The term business cycle can be used to refer to the overall pattern of fluctuations as well as to an individual period of expansion and contraction. In the second case a business cycle would consist of the period between two economic peaks.
The period between economic peaks can last many years, as with the Great Depression of the 1930s. Since then economic downturns have been less severe. One recession (a milder form of downturn than a depression) in the United States, for instance, officially spanned only March to November 2001.
A contracting economy brings trauma in the form of job losses for ordinary people, but economists generally agree that business cycles are inherent parts of capitalist economies and cannot be prevented. Governments attempt to soften the effects of business cycles by using fiscal policy (decisions about taxes and government spending) and monetary policy (alterations in a country’s money supply) to manage the economy and promote stability. Many economists believe that the knowledgeable use of these tools for controlling the economy explains why downturns since the Great Depression have been generally less severe than they were before it.
When Did It Begin
Because business cycles are believed to be a characteristic of all capitalist economies, their existence can probably be dated to the rise of capitalism in Europe during the sixteenth through eighteenth centuries. Capitalism, in which profit-seeking individuals are the main force driving the economy, replaced the feudal system, in which the small number of people who owned land were the possessors of all wealth. Although business cycles may have been one source of economic instability for early capitalists, economists did not begin to understand them in any detail until much later.
In the eighteenth and nineteenth centuries the dominant school of economic thought was classical economics, which grew out of the ideas that Scottish philosopher Adam Smith (1723–90) presented in his 1776 masterwork, An Inquiry into the Nature and Causes of the Wealth of Nations.
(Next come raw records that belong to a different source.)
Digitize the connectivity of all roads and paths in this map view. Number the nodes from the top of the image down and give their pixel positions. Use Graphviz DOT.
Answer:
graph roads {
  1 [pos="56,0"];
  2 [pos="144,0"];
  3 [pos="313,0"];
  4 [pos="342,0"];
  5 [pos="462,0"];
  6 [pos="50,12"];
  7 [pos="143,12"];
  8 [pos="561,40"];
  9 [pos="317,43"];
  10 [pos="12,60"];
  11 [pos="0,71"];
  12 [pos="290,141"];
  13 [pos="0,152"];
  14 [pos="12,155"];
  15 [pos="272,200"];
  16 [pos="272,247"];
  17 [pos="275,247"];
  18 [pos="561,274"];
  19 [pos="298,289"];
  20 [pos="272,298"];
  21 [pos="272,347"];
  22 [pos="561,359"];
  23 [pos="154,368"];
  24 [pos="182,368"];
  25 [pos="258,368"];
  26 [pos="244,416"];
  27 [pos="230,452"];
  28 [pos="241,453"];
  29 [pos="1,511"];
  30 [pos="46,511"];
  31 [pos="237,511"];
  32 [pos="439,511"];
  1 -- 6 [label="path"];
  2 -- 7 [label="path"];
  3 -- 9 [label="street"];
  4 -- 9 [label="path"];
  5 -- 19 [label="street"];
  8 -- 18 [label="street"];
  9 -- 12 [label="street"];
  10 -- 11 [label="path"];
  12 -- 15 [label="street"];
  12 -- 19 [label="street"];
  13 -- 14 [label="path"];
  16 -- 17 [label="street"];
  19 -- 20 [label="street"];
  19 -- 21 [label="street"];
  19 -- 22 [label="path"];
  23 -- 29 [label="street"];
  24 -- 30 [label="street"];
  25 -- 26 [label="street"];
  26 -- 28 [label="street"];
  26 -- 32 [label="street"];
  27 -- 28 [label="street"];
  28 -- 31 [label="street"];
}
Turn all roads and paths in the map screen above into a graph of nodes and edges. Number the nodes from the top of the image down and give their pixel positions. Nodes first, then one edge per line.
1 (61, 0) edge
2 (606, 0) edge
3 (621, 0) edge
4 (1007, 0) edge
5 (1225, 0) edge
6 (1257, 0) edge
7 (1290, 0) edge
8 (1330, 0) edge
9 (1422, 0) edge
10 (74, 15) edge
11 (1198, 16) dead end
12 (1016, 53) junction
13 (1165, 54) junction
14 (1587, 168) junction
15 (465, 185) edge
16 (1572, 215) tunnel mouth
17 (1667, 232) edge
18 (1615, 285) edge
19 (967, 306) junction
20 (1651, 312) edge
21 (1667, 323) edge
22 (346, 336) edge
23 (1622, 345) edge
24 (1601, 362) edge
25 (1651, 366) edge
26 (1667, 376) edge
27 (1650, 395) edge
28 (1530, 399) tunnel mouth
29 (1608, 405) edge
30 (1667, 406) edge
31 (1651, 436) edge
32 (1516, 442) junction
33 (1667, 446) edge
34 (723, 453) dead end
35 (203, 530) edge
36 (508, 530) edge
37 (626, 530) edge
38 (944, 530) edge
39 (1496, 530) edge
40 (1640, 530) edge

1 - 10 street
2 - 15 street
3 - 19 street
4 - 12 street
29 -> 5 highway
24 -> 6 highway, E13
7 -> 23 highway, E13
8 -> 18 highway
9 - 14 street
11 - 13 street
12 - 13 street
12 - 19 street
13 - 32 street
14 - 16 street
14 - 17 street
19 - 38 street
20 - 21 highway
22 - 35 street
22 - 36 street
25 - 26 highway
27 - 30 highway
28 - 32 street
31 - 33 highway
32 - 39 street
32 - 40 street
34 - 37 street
Classical economists believed that free markets (in which businesses are not controlled by the government) regulated themselves and benefited everyone in a society more than alternate systems of organizing business and wealth did. They argued that those economies experiencing difficulties were simply unhealthy. In the late nineteenth century economists began to recognize that all free-market economies fluctuated over time and that these fluctuations were not necessarily signs that the economy was operating wrongly. A detailed understanding of business cycles, however, did not come until the twentieth century.
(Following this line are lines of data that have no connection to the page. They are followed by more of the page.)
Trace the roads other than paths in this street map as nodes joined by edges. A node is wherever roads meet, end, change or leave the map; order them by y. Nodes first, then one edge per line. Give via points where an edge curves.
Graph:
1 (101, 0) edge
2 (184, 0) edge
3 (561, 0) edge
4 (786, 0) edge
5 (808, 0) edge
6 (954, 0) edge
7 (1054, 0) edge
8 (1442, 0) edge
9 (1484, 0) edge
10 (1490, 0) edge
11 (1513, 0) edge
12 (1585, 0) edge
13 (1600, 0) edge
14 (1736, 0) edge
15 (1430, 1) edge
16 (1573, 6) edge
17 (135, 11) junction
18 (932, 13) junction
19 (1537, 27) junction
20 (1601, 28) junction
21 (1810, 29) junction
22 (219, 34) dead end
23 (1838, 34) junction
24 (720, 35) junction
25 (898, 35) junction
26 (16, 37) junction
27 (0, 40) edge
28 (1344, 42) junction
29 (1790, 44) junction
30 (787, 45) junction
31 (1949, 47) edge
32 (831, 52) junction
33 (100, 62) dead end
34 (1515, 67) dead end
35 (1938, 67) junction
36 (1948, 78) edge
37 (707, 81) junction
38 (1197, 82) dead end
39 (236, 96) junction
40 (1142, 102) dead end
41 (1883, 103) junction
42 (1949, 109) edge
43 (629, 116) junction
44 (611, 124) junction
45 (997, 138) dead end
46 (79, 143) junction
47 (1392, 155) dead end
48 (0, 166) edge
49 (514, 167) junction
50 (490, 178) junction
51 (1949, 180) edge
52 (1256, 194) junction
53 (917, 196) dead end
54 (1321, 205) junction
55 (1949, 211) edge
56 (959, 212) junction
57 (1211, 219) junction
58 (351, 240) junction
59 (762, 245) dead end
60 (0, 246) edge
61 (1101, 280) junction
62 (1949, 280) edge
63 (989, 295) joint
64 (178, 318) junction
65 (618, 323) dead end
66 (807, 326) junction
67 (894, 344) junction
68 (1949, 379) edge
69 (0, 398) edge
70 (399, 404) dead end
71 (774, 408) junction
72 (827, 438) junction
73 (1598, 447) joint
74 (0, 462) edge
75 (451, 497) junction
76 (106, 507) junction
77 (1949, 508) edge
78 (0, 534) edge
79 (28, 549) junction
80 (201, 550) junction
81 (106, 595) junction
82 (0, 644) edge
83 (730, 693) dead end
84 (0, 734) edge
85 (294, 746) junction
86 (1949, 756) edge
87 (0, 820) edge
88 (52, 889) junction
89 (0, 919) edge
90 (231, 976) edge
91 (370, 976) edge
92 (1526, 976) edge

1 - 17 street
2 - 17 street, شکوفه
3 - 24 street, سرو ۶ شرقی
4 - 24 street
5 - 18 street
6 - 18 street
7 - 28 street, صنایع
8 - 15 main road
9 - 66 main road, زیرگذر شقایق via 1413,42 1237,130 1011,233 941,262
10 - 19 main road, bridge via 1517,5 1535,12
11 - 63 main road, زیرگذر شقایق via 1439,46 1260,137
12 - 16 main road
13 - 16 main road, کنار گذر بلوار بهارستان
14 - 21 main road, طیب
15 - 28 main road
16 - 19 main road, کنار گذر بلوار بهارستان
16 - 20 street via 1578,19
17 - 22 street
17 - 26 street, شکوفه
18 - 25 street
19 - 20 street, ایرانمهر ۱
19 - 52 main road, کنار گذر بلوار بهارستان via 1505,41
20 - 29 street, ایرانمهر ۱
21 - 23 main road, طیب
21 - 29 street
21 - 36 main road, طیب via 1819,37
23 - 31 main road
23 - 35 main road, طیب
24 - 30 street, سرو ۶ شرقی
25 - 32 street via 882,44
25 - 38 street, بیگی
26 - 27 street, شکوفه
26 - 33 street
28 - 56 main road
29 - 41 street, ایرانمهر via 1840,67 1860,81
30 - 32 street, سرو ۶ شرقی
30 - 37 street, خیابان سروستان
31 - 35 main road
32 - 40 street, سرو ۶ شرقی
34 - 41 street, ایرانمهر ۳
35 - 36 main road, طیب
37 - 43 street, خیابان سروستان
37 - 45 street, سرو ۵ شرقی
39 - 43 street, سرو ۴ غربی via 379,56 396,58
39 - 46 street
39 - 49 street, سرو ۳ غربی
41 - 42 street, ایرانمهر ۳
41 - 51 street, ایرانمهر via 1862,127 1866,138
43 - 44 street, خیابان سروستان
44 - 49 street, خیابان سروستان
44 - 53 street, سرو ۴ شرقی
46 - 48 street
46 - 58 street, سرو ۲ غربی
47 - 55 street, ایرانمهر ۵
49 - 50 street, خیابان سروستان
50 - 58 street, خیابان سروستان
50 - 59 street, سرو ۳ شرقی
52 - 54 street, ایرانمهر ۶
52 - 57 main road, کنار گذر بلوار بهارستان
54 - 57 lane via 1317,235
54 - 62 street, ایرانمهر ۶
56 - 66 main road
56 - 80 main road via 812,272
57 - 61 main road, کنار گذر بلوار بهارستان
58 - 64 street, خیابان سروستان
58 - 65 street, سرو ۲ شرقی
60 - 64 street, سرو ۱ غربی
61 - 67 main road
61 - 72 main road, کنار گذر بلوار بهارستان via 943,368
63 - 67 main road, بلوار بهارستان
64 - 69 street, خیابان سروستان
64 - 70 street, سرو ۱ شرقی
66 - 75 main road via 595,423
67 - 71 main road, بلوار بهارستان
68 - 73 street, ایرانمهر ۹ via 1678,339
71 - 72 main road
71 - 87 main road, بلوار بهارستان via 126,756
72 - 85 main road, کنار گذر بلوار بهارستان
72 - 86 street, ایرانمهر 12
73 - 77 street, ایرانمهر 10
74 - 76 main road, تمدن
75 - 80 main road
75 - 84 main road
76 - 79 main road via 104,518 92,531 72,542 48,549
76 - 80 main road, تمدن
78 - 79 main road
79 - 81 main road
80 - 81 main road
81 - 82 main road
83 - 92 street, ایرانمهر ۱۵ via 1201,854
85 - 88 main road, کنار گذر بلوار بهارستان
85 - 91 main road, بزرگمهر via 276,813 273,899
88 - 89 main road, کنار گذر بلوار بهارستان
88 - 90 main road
The American economist Wesley Mitchell (1874–1948) pioneered the measurement and analysis of business cycles as they are understood today. In 1920 he founded the National Bureau of Economic Research (NBER), a nonprofit group devoted to studying business cycles. Mitchell’s views were presented most fully in the book Measuring Business Cycles (1946), coauthored by economist Arthur Burns (1904–87). Mitchell and Burns pointed out the ways in which various economic indicators (statistics representing important factors in the economy) moved together to bring about larger economic fluctuations. For instance, output (the total value of goods and services a country produces in a specific period of time) generally moves in combination with prices and the employment rate (which measures how many people have jobs; it is given as a percentage of everyone in a country who wants to work). By looking at these indicators, Burns and Mitchell showed, a government might be able to assess and manage business cycles. The NBER continues to provide the most authoritative word on the measurement of business cycles in the United States. It is extremely influential among government policymakers and within the business community.
More Detailed Information
An individual business cycle (the period between two economic peaks) consists of four phases: peak, recession, trough, and recovery. It is difficult for the NBER or anyone else who studies business cycles to know for certain which phase the economy is currently in or to predict when it will reach the next phase. This is because the actual economy is enormously complex, made up of countless individual transactions whose importance is not always immediately clear. The economy is, however, always in one of the above four phases, and economists keep a close watch on the indicators that are linked to each phase.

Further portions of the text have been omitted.